Chapter 3
NHS professionals—a better class of fraudster?
All professions are conspiracies against the laity
George Bernard Shaw (1856–1950)
People are often taken aback when professionals are found to have perpetrated frauds. Whether it is those in the NHS, such as doctors, dentists, chemists and opticians, or in the business professions where they are expected to be trustworthy, such as accountants, lawyers and solicitors. Somehow in professions with codes of ethics and standards it is particularly shocking when a member of that profession turns out to have committed a significant fraud.

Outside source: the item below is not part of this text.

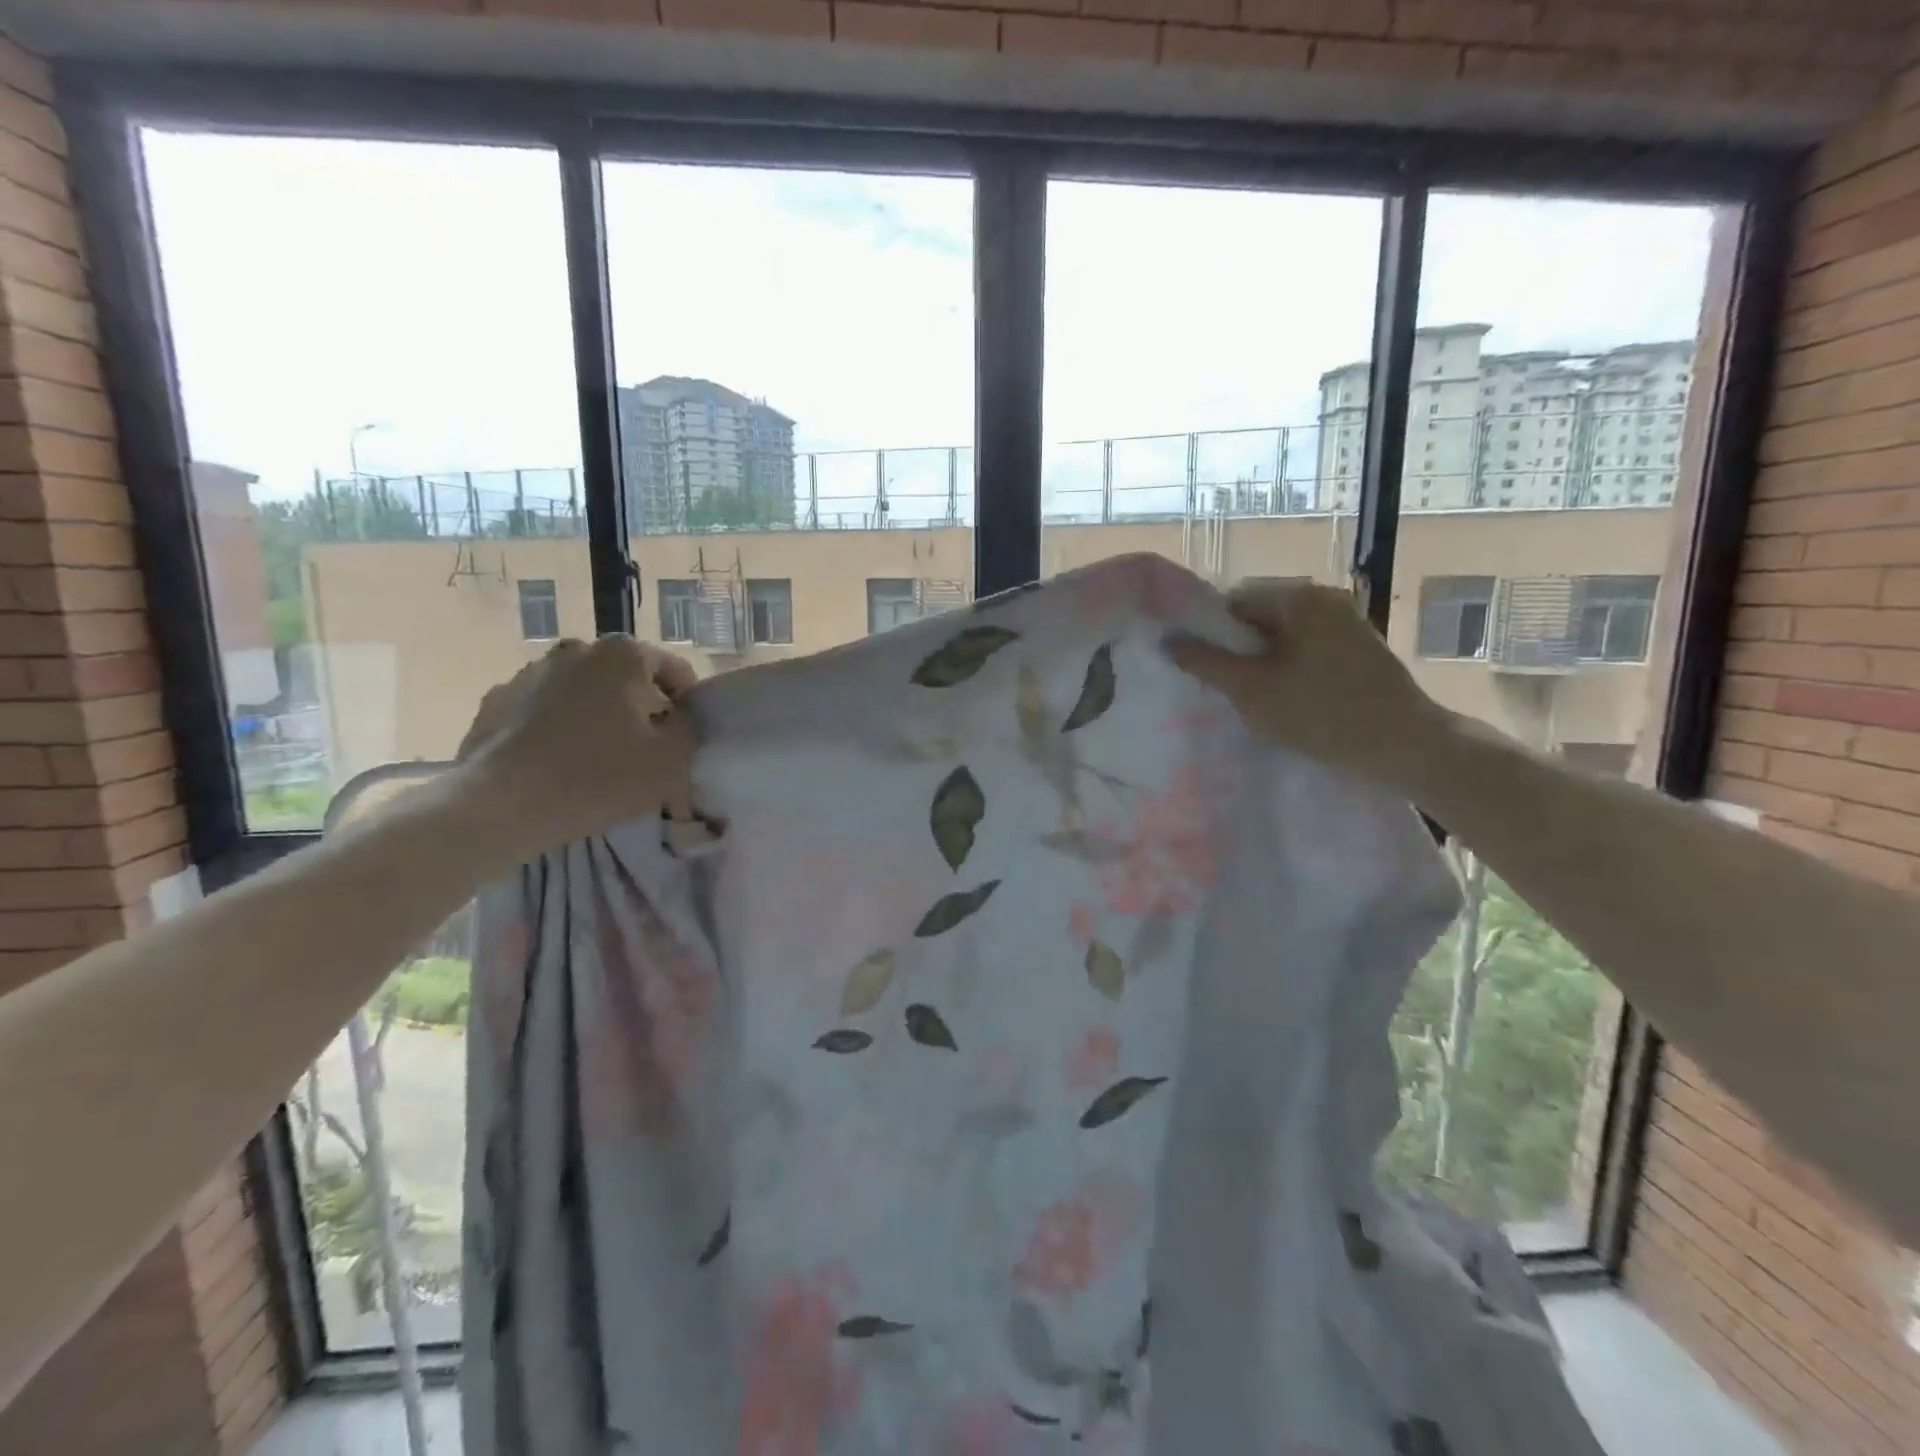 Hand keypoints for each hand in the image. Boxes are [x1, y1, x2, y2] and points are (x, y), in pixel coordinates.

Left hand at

In my early days running an audit and investigative department inside Scotland Yard I used to have a fair amount of dealings with a Fraud Squad Detective Chief Inspector in charge of the public sector corruption unit, Peter Connor—although like most career detectives he had worked in other areas both in the Fraud Squad and elsewhere. Peter often wryly noted that ‘bent’ professionals were their best clients, as they were usually very articulate about the crime that they had committed and could generally be relied upon to come quietly when caught. As a former colleague of mine liked to put it, ‘fraud is a crime by appointment’. Unlike other fields where the detective would have to pursue, quite literally, the villain in question, with fraud the suspect would often simply be invited to turn up at the police station with their solicitor and be arrested by consent on arrival.
My DCI contact reckoned ...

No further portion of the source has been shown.